Diese Woche ging es ja um unsere Sinne, und wenn Du mich fragst, auf welchen davon ich am wenigsten verzichten möchte, dann entscheide ich mich ganz klar für das Sehen. Es gibt so viel Schönes, an dem ich mich wohl nie satt sehen kann. Mit den Augen kann ich über die Felder streifen, die Berge hinaufklettern, durch die Zeit reisen, durch das Land und den Weltraum fliegen und Körbe voll Informationen sammeln. Viele von den Dingen, die ich am liebsten tue, haben direkt mit dem Sehen zu tun: So gehört zum Beispiel das Lesen seit frühester Kindheit zu meinen größten Freuden und schon immer waren das Zeichnen und Fotografieren meine wichtigsten Ausdrucksmittel. Auch beim Schreiben bemühe ich mich um eine möglichst bildhafte Sprache, denn “ein Bild sagt mehr als tausend Worte”, wie die Chinesen sagen.

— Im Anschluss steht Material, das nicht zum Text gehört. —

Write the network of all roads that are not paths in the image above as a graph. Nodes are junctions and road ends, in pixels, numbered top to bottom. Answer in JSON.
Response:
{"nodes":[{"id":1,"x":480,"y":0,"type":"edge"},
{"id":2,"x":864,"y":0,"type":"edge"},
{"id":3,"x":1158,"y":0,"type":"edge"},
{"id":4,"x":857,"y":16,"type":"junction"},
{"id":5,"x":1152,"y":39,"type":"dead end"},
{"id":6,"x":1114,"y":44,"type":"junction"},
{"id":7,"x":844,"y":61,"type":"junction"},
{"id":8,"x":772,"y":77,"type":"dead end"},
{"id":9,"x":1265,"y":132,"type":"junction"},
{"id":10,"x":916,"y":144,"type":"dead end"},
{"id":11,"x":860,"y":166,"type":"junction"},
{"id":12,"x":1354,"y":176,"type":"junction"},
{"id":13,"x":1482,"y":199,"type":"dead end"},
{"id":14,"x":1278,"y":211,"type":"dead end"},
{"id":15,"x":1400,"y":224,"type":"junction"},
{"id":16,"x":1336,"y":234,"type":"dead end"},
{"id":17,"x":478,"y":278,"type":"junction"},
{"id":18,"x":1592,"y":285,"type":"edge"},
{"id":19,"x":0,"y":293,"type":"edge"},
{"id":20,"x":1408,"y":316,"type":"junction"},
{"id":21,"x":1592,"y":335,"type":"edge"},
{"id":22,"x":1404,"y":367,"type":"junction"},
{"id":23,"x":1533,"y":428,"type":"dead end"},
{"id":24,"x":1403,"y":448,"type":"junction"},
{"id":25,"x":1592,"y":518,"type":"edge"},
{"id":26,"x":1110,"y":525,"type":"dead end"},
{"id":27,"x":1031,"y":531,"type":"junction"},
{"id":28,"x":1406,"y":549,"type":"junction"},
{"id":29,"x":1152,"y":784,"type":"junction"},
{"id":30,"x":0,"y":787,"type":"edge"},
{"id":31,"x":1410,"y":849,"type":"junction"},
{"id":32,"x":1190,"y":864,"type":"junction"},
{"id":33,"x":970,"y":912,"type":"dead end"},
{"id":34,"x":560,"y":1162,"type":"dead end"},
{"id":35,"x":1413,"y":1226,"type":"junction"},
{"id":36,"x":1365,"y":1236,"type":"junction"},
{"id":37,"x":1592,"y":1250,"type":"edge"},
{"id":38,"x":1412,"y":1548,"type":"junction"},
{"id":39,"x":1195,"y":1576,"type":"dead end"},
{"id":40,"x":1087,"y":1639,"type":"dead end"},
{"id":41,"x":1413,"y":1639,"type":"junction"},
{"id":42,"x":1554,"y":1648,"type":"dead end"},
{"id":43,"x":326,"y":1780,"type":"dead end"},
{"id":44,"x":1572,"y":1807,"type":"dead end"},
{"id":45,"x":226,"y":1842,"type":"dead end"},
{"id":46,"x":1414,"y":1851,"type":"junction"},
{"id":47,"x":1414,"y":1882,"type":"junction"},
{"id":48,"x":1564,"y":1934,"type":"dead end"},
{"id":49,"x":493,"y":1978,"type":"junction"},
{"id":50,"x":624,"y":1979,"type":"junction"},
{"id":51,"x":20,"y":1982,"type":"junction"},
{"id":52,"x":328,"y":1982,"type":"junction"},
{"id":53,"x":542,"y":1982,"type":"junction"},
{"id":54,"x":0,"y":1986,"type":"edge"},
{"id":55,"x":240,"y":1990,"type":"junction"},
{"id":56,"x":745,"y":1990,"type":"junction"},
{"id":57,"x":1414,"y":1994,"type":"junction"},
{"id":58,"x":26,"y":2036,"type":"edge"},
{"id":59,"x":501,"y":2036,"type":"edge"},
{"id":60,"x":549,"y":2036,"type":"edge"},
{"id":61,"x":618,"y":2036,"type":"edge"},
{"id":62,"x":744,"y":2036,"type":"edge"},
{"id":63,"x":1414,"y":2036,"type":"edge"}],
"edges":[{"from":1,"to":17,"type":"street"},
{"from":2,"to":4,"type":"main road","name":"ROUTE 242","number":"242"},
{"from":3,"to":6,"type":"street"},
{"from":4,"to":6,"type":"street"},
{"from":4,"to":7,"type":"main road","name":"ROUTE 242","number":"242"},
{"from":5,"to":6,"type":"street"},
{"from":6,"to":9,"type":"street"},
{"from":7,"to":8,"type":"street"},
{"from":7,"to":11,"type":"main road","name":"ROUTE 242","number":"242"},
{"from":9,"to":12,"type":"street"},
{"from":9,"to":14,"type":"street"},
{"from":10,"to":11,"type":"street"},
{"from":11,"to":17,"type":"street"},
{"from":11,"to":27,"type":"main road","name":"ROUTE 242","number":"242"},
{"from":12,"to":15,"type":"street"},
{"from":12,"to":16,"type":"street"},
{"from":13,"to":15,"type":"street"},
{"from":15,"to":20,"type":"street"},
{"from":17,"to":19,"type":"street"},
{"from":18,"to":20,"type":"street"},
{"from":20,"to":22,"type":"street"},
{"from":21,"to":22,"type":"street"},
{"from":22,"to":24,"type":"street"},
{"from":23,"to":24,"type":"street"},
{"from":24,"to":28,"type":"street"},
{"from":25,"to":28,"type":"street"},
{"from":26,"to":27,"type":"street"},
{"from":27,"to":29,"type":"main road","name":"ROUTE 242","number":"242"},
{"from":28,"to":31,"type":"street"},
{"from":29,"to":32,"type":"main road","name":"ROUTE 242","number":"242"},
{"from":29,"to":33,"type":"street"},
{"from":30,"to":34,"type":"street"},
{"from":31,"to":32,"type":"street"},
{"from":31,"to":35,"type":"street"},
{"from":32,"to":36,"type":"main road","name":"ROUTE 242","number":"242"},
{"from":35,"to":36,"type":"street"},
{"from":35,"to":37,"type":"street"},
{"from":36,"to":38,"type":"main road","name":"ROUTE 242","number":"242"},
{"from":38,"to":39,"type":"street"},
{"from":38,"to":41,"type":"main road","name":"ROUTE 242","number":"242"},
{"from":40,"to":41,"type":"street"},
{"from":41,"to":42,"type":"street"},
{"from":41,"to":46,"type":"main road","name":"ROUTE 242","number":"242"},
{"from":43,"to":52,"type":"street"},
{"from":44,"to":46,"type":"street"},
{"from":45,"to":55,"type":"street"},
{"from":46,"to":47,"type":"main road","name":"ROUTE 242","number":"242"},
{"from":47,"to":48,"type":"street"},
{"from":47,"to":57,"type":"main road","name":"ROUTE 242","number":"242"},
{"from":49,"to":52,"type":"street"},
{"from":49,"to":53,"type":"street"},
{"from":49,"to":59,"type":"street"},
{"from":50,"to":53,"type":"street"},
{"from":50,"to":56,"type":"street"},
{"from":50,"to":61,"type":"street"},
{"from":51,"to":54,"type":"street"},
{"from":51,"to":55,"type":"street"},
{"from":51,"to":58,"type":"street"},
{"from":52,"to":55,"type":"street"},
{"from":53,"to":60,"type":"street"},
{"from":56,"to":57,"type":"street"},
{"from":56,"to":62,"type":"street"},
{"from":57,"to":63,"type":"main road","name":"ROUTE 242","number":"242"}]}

Du siehst, ich bin ein Augenmensch und verstehe die Welt hauptsächlich dadurch, dass ich sie sehe. Und vielleicht habe ich gerade deshalb eine interessante Entdeckung gemacht, als ich die Übung durchführte, mit deren Hilfe ich demonstrieren wollte, wie sehr Farben unsere Gefühle und Stimmungen beeinflussen können. Du erinnerst Dich bestimmt an das Video mit den Regenbogenfarben in Schritt 3.
Neben den unterschiedlichen Empfindungen, körperlichen Reaktionen (das Gelb zauberte mir ein Lächeln ins Gesicht) und Gedanken zu den Farben fiel mir eines besonders auf. Nämlich wie sehr die Wahrnehmung einer Farbe davon beeinflusst wird, welche andere Farbe man vorher gesehen hat. Nun ist es natürlich schwierig, das eigene Farbempfinden zu beschreiben. Solche Eindrücke sind immer subjektiv. Doch vielleicht kannst Du das Folgende bestätigen.
Nehmen wir die Farbe Gelb. Am Anfang des Videos, an dem Rot und Orange vor dem Gelb erschienen und sich dem Auge eingeprägt hatten, wirkte das Gelb auf mich grünlich, also mehr wie eine noch nicht ganz reife Zitrone. Ganz anders dagegen zum Ende hin, als das Gelb nach Hellblau und Grün kam. Da strahlte es so richtig sonnengelb vom Bildschirm. Jedenfalls habe ich das so gesehen.
Nun bin ich jemand, der gerne die Wichtigkeit des Hier und Jetzt betont. Und das tue ich gerade jetzt in den ersten Kurswochen ganz besonders, wo es um Achtsamkeit in allen Bereichen geht. Die Vergangenheit ist vorbei und das Morgen noch ungewiss. Alles, was wirklich greifbar ist, ist der gegenwärtige Augenblick. Nur in ihm können wir etwas tun. Nur in ihm sind wir wirklich lebendig.
So weit, so richtig. Doch die soeben beschriebene Erfahrung zeigt auch deutlich, dass alles, was vorher war, diesen Moment beeinflusst, den ich gerade erlebe. Und ich bin davon überzeugt, dass das nicht nur für Farben gilt. Wir können dieses Prinzip auf alles im Leben anwenden. Wenn ich mich gerade über etwas geärgert habe und “Rot sehe”, dann werde ich alles, was im Moment geschieht anders erleben, als wenn ich den “Blues” habe oder auf der rosaroten Wolke Sieben schwebe. Wenn ich vor kurzem einen Katastrophenbericht im Fernsehen verflolgt habe, werde ich die Welt anders betrachten, als wenn ich gerade vom Tanzen komme.
Es gibt diesen schönen Satz von Marc Aurel: “Die Seele hat die Farbe deiner Gedanken.” Und da ist wirklich viel dran. Doch sie hat eben nicht nur die Farbe unserer derzeitigen Gedanken, sondern ist abhängig von der Farbe früherer Überzeugungen und Glaubenssätze, die noch in uns schlummern, und die wir uns morgen und in der kommenden Woche genauer ansehen werden. Denn im nächsten Schritt geht es um unsere Gedanken.